» INFORMATION:
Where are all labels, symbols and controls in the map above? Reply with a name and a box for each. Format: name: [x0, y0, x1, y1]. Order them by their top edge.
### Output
* * *
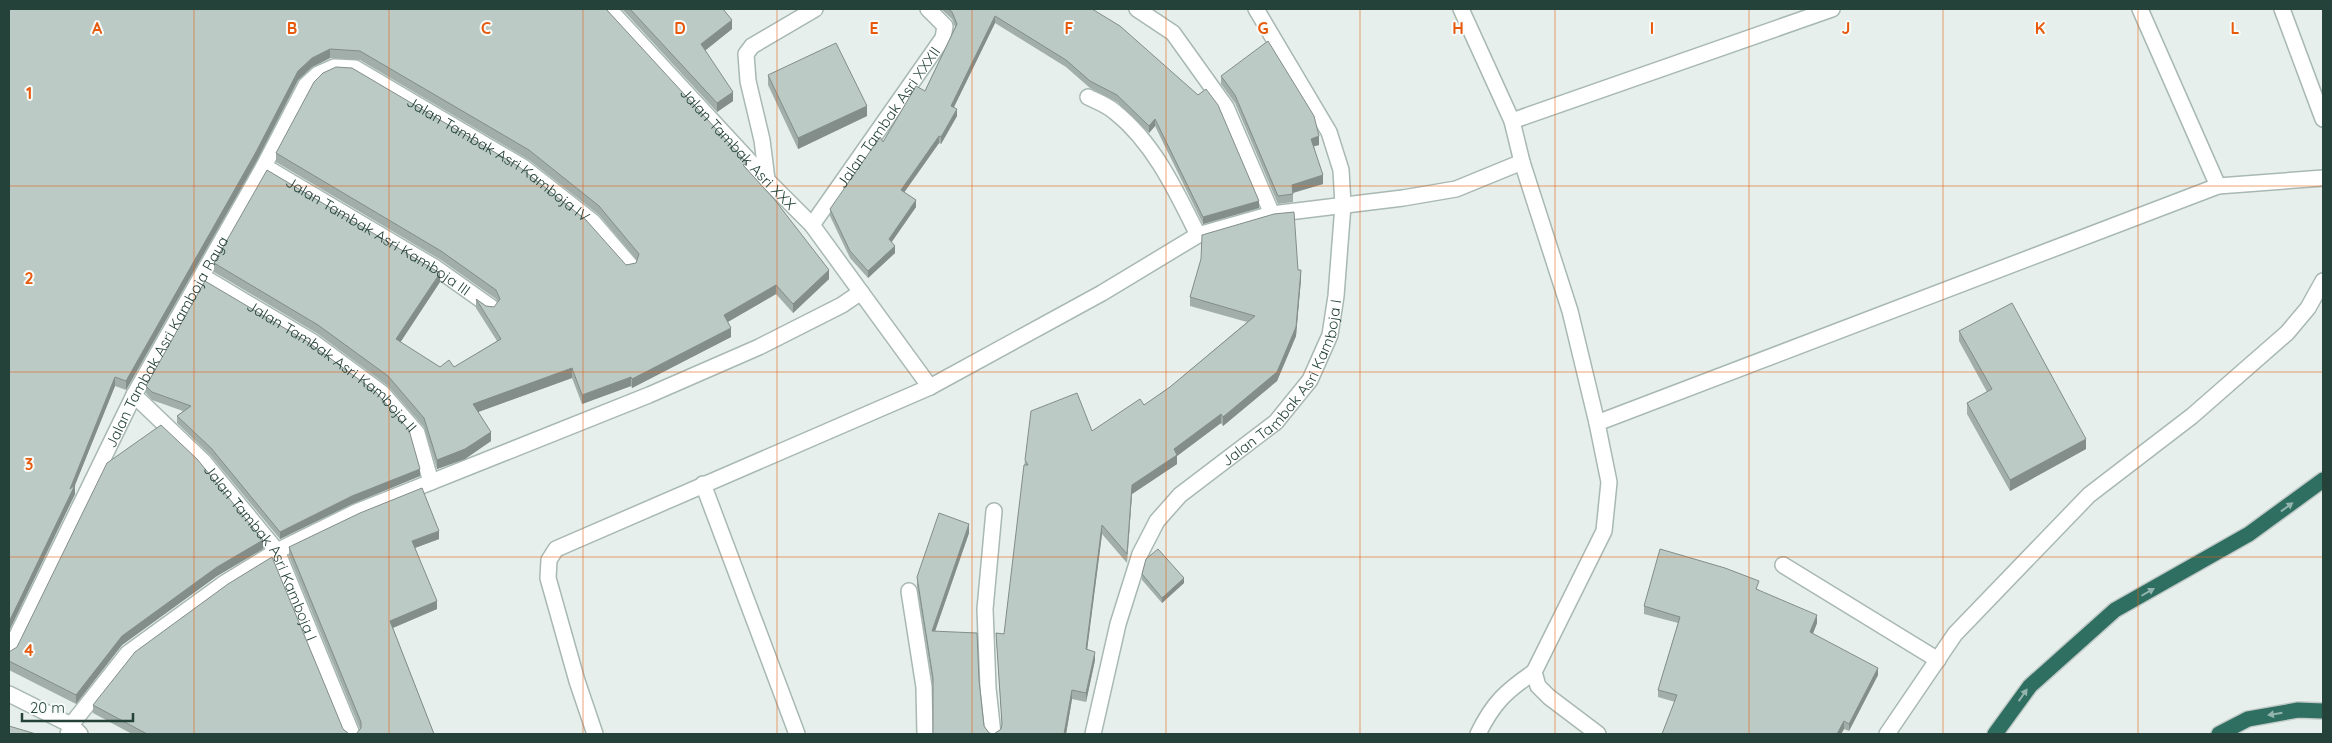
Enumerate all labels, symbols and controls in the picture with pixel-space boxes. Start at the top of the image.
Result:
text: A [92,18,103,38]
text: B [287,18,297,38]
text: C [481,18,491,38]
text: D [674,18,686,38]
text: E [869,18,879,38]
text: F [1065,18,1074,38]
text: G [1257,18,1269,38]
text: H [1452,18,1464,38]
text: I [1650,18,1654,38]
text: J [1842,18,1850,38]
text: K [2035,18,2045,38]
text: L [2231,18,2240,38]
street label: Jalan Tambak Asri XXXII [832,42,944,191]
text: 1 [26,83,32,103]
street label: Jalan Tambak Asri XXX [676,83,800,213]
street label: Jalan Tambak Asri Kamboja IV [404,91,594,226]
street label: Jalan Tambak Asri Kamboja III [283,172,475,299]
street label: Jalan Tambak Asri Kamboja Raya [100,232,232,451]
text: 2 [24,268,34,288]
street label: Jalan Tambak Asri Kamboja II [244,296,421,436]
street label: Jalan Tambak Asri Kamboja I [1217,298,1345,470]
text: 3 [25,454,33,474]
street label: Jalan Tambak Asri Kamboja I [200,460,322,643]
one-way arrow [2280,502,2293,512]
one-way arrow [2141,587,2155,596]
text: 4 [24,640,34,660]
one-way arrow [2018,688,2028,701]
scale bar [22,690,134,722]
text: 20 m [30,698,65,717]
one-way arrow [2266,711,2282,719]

» REQUIRED ACTION:
Where "with" occurs in a line of the data above, count that line. Give the final count and no other words.

» OUTPUT OF THE EXERCISE:
2